Tolkien wiki
Advertisement

De Arkensteen was de grootste schat van de Dwergen van Erebor. Het werd gedolven in "het Hart van de Berg" door Thráin I. Later werd het juweel zelf ook wel "het Hart van de Berg" genoemd. Het werd een erfstuk van de Koningen van Erebor. In 2770 Derde Era plunderde de draak Smaug de Eenzame Berg en moest koning Thrór de Arkensteen achterlaten. Jarenlang leefden de Dwergen van Erebor in ballingschap, verbitterd over het verlies van hun koninkrijk en hun schat.

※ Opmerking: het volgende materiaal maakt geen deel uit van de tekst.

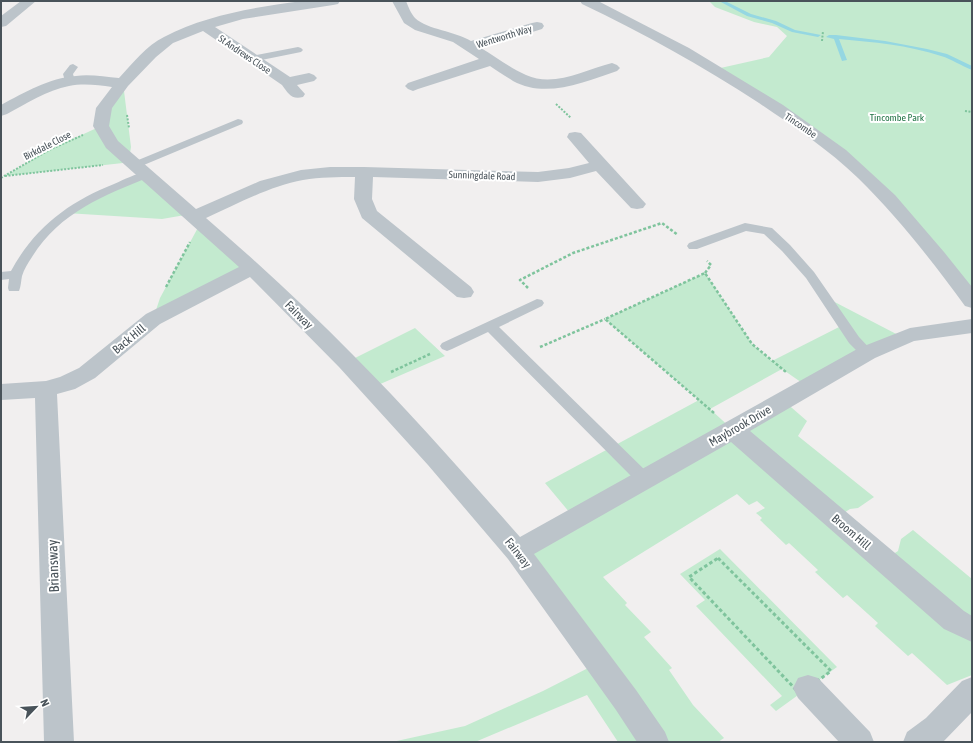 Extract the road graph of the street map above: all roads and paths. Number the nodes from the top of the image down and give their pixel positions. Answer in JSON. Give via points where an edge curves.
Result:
{"nodes":[{"id":1,"x":29,"y":1,"type":"edge"},
{"id":2,"x":333,"y":1,"type":"edge"},
{"id":3,"x":399,"y":1,"type":"edge"},
{"id":4,"x":587,"y":1,"type":"edge"},
{"id":5,"x":524,"y":18,"type":"dead end"},
{"id":6,"x":1,"y":22,"type":"edge"},
{"id":7,"x":204,"y":26,"type":"junction"},
{"id":8,"x":537,"y":26,"type":"junction"},
{"id":9,"x":823,"y":31,"type":"dead end"},
{"id":10,"x":550,"y":34,"type":"dead end"},
{"id":11,"x":822,"y":41,"type":"dead end"},
{"id":12,"x":471,"y":46,"type":"junction"},
{"id":13,"x":298,"y":50,"type":"dead end"},
{"id":14,"x":252,"y":59,"type":"junction"},
{"id":15,"x":492,"y":60,"type":"junction"},
{"id":16,"x":624,"y":77,"type":"dead end"},
{"id":17,"x":309,"y":78,"type":"dead end"},
{"id":18,"x":287,"y":82,"type":"junction"},
{"id":19,"x":122,"y":83,"type":"junction"},
{"id":20,"x":542,"y":84,"type":"junction"},
{"id":21,"x":413,"y":86,"type":"dead end"},
{"id":22,"x":297,"y":94,"type":"dead end"},
{"id":23,"x":1,"y":111,"type":"edge"},
{"id":24,"x":965,"y":111,"type":"dead end"},
{"id":25,"x":972,"y":112,"type":"edge"},
{"id":26,"x":238,"y":122,"type":"dead end"},
{"id":27,"x":101,"y":126,"type":"junction"},
{"id":28,"x":575,"y":137,"type":"joint"},
{"id":29,"x":135,"y":165,"type":"junction"},
{"id":30,"x":600,"y":165,"type":"junction"},
{"id":31,"x":364,"y":172,"type":"junction"},
{"id":32,"x":5,"y":176,"type":"junction"},
{"id":33,"x":1,"y":178,"type":"edge"},
{"id":34,"x":637,"y":204,"type":"dead end"},
{"id":35,"x":198,"y":219,"type":"junction"},
{"id":36,"x":693,"y":246,"type":"joint"},
{"id":37,"x":252,"y":268,"type":"junction"},
{"id":38,"x":15,"y":275,"type":"junction"},
{"id":39,"x":1,"y":276,"type":"edge"},
{"id":40,"x":14,"y":288,"type":"dead end"},
{"id":41,"x":451,"y":288,"type":"dead end"},
{"id":42,"x":972,"y":301,"type":"edge"},
{"id":43,"x":537,"y":303,"type":"joint"},
{"id":44,"x":153,"y":319,"type":"junction"},
{"id":45,"x":605,"y":319,"type":"junction"},
{"id":46,"x":972,"y":326,"type":"edge"},
{"id":47,"x":491,"y":327,"type":"junction"},
{"id":48,"x":447,"y":346,"type":"joint"},
{"id":49,"x":867,"y":352,"type":"junction"},
{"id":50,"x":520,"y":356,"type":"junction"},
{"id":51,"x":366,"y":383,"type":"junction"},
{"id":52,"x":808,"y":387,"type":"junction"},
{"id":53,"x":46,"y":389,"type":"junction"},
{"id":54,"x":1,"y":392,"type":"edge"},
{"id":55,"x":733,"y":430,"type":"junction"},
{"id":56,"x":645,"y":480,"type":"junction"},
{"id":57,"x":517,"y":551,"type":"junction"},
{"id":58,"x":972,"y":630,"type":"edge"},
{"id":59,"x":808,"y":688,"type":"junction"},
{"id":60,"x":972,"y":691,"type":"edge"},
{"id":61,"x":927,"y":735,"type":"edge"},
{"id":62,"x":59,"y":742,"type":"edge"},
{"id":63,"x":654,"y":742,"type":"edge"},
{"id":64,"x":859,"y":742,"type":"edge"}],
"edges":[{"from":1,"to":6,"type":"street"},
{"from":2,"to":7,"type":"street","via":[[241,15]]},
{"from":3,"to":12,"type":"street","name":"Wentworth Way","via":[[408,20]]},
{"from":4,"to":42,"type":"street","name":"Tincombe","via":[[716,69],[819,137],[875,184],[935,252]]},
{"from":5,"to":8,"type":"street","name":"Wentworth Way"},
{"from":7,"to":14,"type":"street","name":"St Andrews Close"},
{"from":7,"to":19,"type":"street","via":[[168,40]]},
{"from":8,"to":10,"type":"street","name":"Wentworth Way"},
{"from":8,"to":12,"type":"street","name":"Wentworth Way"},
{"from":9,"to":11,"type":"path"},
{"from":12,"to":15,"type":"street","name":"Wentworth Way"},
{"from":13,"to":14,"type":"lane"},
{"from":14,"to":18,"type":"street","name":"St Andrews Close"},
{"from":15,"to":20,"type":"street","name":"Wentworth Way","via":[[519,78]]},
{"from":15,"to":21,"type":"street"},
{"from":16,"to":20,"type":"street","name":"Wentworth Way","via":[[606,65],[568,82]]},
{"from":17,"to":18,"type":"street"},
{"from":18,"to":22,"type":"street","name":"St Andrews Close"},
{"from":19,"to":23,"type":"street","via":[[91,80],[71,74]]},
{"from":19,"to":27,"type":"street","via":[[104,108]]},
{"from":19,"to":29,"type":"path"},
{"from":20,"to":28,"type":"path","via":[[549,98],[576,124]]},
{"from":24,"to":25,"type":"path"},
{"from":26,"to":29,"type":"lane","via":[[225,124]]},
{"from":27,"to":29,"type":"street","name":"Fairway","via":[[112,144]]},
{"from":27,"to":32,"type":"path","name":"Birkdale Close","via":[[49,150]]},
{"from":28,"to":30,"type":"street"},
{"from":29,"to":32,"type":"path"},
{"from":29,"to":35,"type":"street","name":"Fairway"},
{"from":29,"to":38,"type":"lane","via":[[98,194],[58,218],[34,245]]},
{"from":30,"to":31,"type":"street","name":"Sunningdale Road","via":[[570,173],[538,177]]},
{"from":30,"to":34,"type":"street"},
{"from":31,"to":35,"type":"street","name":"Sunningdale Road","via":[[301,175],[266,185]]},
{"from":31,"to":41,"type":"street","via":[[363,199],[369,214]]},
{"from":32,"to":33,"type":"path","name":"Birkdale Close"},
{"from":35,"to":37,"type":"street","name":"Fairway"},
{"from":35,"to":44,"type":"path","via":[[160,298]]},
{"from":36,"to":43,"type":"path","via":[[662,223],[592,246],[520,280],[532,291]]},
{"from":36,"to":49,"type":"lane","via":[[745,227],[768,231],[810,275],[854,340]]},
{"from":37,"to":44,"type":"street","name":"Back Hill"},
{"from":37,"to":51,"type":"street","name":"Fairway"},
{"from":38,"to":39,"type":"lane"},
{"from":38,"to":40,"type":"lane"},
{"from":43,"to":47,"type":"lane"},
{"from":44,"to":53,"type":"street","name":"Back Hill","via":[[87,373],[67,383]]},
{"from":45,"to":50,"type":"path"},
{"from":45,"to":52,"type":"path","via":[[706,273],[752,344]]},
{"from":45,"to":55,"type":"path"},
{"from":46,"to":49,"type":"street","name":"Maybrook Drive","via":[[910,335]]},
{"from":47,"to":48,"type":"lane"},
{"from":47,"to":50,"type":"lane"},
{"from":48,"to":51,"type":"path"},
{"from":49,"to":52,"type":"street","name":"Maybrook Drive"},
{"from":50,"to":56,"type":"lane"},
{"from":51,"to":57,"type":"street","name":"Fairway"},
{"from":52,"to":55,"type":"street","name":"Maybrook Drive"},
{"from":53,"to":54,"type":"street","name":"Back Hill"},
{"from":53,"to":62,"type":"street","name":"Briansway"},
{"from":55,"to":56,"type":"street","name":"Maybrook Drive"},
{"from":55,"to":58,"type":"street","name":"Broom Hill","via":[[954,620]]},
{"from":56,"to":57,"type":"street","name":"Maybrook Drive"},
{"from":57,"to":63,"type":"street","name":"Fairway"},
{"from":59,"to":59,"type":"path","via":[[800,694],[689,577],[718,558],[831,671]]},
{"from":59,"to":64,"type":"street"},
{"from":60,"to":61,"type":"street"}]}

In het jaar 2941 Derde Era vond de Hobbit Bilbo de Arkensteen in het nest van Smaug tijdens de Queeste voor Erebor, en hield hem heimelijk voor zichzelf. Thorin zocht tevergeefs naar de Arkensteen maar vond hem niet. Toen de Demsterwoldelfen en mensen van Dal hun portie van de schat kwamen opeisen sloop Bilbo 's nachts naar het kamp van de Elfen en schonk de steen aan koning Thranduil om mee te onderhandelen. Alle onderhandelingen werden echter onderbroken toen De Slag van de Vijf Legers aanbrak. Nadat Thorin in deze slag gesneuveld was legde koning Bard van Dal de Arkensteen op het graf van Thorin zodat hij vredig kon rusten.